Overall, it’s an important contribution with the key take home message being

… synergy and antagonism are highly context specific and are thus not universal properties of the compounds’ chemical, structural or substrate information. As a result, predictive methods that account for the genetics and regulatory architecture of the context will become increasingly relevant to generalize results across multiple contexts

Given the relative dearth of predictive models of compound synergy, this paper is a nice compilation of methods. But there are some issues that weaken the paper.
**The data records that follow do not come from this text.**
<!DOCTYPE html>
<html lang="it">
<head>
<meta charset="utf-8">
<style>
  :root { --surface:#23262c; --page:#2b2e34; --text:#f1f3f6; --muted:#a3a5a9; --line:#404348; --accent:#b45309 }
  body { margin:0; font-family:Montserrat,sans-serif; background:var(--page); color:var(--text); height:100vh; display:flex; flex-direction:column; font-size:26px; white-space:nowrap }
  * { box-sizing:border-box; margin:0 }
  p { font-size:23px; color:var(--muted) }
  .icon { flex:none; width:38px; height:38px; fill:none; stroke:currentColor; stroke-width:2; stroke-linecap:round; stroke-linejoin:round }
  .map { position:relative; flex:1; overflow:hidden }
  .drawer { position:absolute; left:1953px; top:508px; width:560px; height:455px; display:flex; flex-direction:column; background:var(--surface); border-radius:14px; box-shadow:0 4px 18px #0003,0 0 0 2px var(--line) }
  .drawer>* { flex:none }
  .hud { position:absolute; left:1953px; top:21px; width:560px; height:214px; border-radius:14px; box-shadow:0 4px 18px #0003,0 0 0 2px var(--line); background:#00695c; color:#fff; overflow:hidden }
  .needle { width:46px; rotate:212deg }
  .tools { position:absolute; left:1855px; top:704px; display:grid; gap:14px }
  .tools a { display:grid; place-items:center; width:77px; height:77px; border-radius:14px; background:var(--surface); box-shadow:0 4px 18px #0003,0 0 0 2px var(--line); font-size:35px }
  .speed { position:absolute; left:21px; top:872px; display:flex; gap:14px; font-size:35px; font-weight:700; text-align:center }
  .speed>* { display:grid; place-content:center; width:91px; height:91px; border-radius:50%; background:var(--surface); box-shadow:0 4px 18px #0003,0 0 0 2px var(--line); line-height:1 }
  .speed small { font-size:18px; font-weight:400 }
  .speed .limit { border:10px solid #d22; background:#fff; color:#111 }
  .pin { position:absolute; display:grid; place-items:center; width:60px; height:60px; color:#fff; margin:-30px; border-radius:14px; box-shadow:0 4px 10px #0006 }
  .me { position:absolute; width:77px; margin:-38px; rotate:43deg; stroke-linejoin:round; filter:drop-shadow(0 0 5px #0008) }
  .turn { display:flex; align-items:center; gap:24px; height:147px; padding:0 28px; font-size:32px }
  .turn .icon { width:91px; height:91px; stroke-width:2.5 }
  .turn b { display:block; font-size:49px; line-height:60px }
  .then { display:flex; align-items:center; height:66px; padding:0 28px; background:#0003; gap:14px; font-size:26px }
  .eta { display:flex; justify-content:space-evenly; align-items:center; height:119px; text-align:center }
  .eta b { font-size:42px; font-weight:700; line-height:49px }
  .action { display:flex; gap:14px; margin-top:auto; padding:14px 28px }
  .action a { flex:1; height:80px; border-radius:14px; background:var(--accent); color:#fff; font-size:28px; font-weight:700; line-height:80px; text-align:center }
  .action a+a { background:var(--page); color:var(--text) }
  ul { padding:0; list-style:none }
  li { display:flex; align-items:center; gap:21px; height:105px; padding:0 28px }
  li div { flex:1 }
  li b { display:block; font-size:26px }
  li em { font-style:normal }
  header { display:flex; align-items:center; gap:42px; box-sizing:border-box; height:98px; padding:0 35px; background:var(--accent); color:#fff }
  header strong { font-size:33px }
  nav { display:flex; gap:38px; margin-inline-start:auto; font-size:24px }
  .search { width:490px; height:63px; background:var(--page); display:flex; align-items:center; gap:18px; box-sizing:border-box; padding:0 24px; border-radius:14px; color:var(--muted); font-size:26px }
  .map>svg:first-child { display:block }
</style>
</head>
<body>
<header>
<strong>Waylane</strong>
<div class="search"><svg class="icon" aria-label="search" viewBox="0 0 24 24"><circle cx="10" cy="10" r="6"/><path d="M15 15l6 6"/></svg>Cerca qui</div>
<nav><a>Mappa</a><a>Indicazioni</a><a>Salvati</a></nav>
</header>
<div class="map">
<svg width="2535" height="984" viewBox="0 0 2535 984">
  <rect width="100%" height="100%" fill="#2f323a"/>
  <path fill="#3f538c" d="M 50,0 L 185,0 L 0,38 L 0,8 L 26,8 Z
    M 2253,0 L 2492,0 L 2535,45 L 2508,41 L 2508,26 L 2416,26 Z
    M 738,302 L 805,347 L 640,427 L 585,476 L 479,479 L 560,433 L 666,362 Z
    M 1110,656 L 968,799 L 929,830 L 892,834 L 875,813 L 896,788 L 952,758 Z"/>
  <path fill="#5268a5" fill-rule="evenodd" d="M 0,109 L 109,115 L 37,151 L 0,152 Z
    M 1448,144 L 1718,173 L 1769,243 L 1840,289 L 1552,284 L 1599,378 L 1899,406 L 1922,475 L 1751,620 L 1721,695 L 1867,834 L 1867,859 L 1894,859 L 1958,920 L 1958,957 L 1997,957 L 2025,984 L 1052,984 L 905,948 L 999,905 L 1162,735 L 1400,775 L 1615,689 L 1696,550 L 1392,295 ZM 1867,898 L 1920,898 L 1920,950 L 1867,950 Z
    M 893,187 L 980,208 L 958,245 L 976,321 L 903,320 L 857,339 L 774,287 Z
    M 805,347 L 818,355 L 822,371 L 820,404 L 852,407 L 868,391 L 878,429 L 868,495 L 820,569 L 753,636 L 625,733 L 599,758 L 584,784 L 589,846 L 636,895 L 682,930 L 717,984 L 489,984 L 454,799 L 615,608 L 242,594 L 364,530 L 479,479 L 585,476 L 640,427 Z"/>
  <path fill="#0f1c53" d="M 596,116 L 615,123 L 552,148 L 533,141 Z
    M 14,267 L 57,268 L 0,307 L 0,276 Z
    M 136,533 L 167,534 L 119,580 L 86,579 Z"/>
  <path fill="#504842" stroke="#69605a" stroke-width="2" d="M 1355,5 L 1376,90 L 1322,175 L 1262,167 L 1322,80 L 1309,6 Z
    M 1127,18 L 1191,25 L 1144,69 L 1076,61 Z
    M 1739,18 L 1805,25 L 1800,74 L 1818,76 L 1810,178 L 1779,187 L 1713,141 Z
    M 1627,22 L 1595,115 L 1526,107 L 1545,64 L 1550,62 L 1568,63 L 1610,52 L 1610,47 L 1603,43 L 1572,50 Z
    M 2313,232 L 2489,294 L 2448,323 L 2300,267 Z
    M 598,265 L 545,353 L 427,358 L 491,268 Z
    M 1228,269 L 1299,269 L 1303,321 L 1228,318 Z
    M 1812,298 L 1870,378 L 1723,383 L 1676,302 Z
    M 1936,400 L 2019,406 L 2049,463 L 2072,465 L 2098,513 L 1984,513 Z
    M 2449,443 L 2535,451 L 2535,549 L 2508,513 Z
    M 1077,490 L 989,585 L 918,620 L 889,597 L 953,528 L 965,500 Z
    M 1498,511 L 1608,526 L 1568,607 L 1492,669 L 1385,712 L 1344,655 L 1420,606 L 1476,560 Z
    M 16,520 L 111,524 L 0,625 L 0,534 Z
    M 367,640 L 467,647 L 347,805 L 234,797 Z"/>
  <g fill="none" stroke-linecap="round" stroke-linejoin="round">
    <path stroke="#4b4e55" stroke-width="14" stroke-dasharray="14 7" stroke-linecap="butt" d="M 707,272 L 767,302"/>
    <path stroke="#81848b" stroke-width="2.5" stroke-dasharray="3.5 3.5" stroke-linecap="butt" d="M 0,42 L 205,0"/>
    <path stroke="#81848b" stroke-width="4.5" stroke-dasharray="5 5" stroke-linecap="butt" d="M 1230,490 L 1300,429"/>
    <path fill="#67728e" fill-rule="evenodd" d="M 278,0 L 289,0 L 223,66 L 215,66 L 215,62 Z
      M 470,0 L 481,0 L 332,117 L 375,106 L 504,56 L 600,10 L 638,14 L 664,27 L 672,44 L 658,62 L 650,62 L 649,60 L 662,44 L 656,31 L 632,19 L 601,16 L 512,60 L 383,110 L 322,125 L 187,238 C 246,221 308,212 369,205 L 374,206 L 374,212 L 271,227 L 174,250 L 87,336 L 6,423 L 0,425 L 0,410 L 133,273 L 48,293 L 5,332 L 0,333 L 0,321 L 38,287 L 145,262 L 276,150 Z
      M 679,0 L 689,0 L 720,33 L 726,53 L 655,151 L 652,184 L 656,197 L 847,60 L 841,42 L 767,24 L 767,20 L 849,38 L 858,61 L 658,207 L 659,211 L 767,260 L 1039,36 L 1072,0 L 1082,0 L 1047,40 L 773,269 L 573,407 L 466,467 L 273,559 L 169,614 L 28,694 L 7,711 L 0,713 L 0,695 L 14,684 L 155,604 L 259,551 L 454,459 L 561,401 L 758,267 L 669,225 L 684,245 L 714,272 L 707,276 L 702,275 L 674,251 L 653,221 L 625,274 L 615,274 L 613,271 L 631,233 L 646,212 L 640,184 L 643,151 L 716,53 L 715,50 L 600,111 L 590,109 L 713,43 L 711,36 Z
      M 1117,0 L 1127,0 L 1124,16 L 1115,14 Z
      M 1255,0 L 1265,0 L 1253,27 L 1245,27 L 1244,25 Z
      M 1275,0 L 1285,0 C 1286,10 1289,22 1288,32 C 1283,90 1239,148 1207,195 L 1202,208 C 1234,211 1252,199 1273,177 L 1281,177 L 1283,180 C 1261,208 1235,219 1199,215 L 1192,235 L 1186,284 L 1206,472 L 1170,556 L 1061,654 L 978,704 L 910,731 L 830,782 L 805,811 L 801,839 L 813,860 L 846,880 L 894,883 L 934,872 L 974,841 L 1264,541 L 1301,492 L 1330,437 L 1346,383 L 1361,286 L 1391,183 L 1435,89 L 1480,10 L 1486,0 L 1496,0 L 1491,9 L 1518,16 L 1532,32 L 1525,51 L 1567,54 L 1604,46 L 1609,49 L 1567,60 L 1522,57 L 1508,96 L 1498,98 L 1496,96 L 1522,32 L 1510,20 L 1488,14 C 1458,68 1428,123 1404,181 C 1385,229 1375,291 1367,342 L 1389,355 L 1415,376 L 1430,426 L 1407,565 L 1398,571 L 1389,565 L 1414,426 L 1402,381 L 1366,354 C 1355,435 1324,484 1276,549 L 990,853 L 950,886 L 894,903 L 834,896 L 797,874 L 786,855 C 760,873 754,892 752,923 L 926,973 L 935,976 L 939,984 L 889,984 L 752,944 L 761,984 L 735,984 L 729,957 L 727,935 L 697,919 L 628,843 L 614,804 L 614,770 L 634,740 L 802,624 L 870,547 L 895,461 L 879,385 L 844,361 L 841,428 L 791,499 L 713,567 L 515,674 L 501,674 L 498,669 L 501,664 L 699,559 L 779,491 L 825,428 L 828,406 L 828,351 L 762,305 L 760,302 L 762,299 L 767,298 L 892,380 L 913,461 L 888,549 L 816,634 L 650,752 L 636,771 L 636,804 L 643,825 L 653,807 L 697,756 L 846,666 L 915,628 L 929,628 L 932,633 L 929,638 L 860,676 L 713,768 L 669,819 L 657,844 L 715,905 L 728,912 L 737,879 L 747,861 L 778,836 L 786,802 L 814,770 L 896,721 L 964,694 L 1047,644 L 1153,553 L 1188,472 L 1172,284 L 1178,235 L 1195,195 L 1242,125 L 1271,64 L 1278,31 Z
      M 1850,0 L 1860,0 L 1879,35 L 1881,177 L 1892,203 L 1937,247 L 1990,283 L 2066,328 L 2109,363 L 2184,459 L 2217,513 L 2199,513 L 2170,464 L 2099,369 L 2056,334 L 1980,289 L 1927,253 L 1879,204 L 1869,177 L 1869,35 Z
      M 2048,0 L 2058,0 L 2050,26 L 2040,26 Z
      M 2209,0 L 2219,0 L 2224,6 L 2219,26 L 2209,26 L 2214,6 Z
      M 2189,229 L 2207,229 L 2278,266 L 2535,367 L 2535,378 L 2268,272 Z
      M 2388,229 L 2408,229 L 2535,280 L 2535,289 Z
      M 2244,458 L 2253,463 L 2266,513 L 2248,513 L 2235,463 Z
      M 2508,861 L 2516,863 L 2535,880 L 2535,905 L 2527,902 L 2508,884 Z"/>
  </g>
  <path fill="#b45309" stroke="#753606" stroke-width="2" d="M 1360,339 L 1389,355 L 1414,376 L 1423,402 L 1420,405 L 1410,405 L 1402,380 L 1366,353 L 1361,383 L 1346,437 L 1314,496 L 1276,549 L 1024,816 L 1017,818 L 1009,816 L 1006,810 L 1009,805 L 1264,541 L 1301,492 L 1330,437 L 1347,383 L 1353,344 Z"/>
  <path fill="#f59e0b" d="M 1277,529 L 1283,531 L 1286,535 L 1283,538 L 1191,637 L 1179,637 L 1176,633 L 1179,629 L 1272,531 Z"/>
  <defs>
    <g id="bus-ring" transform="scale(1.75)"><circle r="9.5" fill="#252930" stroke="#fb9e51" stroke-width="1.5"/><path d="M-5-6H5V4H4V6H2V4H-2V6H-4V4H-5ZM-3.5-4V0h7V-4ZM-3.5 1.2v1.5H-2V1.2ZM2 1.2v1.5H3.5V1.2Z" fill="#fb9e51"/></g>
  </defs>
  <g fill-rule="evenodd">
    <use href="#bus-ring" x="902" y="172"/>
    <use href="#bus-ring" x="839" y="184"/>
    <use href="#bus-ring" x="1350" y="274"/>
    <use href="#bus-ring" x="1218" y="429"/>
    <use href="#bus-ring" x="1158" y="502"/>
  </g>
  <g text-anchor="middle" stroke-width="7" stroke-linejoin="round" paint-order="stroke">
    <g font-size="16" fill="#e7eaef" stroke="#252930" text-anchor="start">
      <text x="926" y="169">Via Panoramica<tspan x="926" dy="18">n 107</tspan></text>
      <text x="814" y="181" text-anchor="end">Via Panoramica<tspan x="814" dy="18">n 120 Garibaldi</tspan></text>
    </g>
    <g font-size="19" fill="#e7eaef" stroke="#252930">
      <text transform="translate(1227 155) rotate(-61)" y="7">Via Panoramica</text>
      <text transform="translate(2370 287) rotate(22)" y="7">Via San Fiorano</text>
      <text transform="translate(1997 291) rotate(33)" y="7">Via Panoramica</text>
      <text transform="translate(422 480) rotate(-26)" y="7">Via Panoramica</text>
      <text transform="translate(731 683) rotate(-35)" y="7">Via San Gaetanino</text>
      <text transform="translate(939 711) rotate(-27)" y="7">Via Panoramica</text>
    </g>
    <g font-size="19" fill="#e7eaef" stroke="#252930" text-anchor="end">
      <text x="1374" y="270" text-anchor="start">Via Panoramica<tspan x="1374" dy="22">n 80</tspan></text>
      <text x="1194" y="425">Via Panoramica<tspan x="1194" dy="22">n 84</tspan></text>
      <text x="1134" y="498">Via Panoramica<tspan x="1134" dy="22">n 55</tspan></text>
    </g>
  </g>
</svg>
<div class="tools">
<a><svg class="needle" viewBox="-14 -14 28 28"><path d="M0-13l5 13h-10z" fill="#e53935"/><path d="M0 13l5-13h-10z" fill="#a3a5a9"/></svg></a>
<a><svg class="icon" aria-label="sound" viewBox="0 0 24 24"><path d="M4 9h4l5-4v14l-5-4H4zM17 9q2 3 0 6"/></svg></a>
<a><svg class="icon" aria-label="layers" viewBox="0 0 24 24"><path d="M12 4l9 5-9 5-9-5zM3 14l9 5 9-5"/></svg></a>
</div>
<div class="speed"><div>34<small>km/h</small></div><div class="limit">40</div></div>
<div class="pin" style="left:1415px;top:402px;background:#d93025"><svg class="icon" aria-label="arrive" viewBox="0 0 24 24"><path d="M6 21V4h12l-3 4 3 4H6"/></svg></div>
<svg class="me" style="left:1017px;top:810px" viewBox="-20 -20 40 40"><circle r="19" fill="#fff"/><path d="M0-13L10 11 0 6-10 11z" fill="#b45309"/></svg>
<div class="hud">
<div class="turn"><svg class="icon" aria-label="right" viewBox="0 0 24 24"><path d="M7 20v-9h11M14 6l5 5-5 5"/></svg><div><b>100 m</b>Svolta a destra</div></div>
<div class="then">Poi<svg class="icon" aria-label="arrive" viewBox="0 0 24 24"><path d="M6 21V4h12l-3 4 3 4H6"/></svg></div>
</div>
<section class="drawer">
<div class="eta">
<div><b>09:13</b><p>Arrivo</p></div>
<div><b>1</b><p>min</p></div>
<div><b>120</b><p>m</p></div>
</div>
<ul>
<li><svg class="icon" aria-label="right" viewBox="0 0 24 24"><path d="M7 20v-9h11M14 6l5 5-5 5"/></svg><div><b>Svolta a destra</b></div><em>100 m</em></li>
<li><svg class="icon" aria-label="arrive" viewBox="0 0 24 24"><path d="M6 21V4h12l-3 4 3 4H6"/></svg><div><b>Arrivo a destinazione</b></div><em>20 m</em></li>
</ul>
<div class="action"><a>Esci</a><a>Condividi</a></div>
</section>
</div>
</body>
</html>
- One key issue are the conclusions on model performance. The organizers defined a score, termed probabilistic c-score (PC score). If I understand correctly, a random ranking should give PC = 0.5. It turns out that the best performing method exhibited a PC score = 0.61 with a number of methods hovering around 0.5. Undoubtably, this is a tough problem, but when the authors states that “
*… this challenge shows that current methodologies can perform significantly better than chance …*” I raise an eyebrow. I can only assume that what they meant was that the results were “*statistically significantly better than chance*“, because in terms of effect size the results are not impressive. After reading this excellent article on p-values and significance testing I’m particularly sensitized to claims of significance. - The dataset could have been strengthened by the inclusion of self-crosses. This would’ve allowed the authors to assess actual excess over Bliss values corresponding to additivity (which will not be exactly 0 due to experimental noise), and avoid the use of cutoffs in determining what is synergistic or antagonistic.
- Similarly, a key piece of data that would really strengthen these approaches is the expression data in presence of combinations. While it’s unreasonable to have this data available for all combinations, it could be used as a first step in developing models to predict the expression profile in presence of combination treatment. Certainly, such data could be used to validate some assumptions made by some of the models described (e.g., concordance of DEG’s induced by single agents implies synergistic response).
- Kudos for including source code for the top methods, but would’ve been nicer if data files were included so we could actually reproduce the results.
- The authors conclude that when designing new synergy experiments, one should identify mechanistically diverse molecules to make up for the “
*small number of potentially synergistic pathways*“. While mechanistic diversity is a good idea, it’s not clear how they conclude there are a small number of pathways that play a role in synergy. - It’s a pity that the SynGen method was not compared to the other methods. While the authors provide a justification, it seems rather weak. The method only applied to the synergistic combinations (performance was not a whole lot better than random – true positive rate of 56%) – but the text indicates that it predicted synergistic compound pairs. It’s not clear whether this means it made a call on synergy or a predicted ranking. If the latter it would’ve been interesting to see how it compared to the rankings of the synergistic subset of 91 compounds from other methods.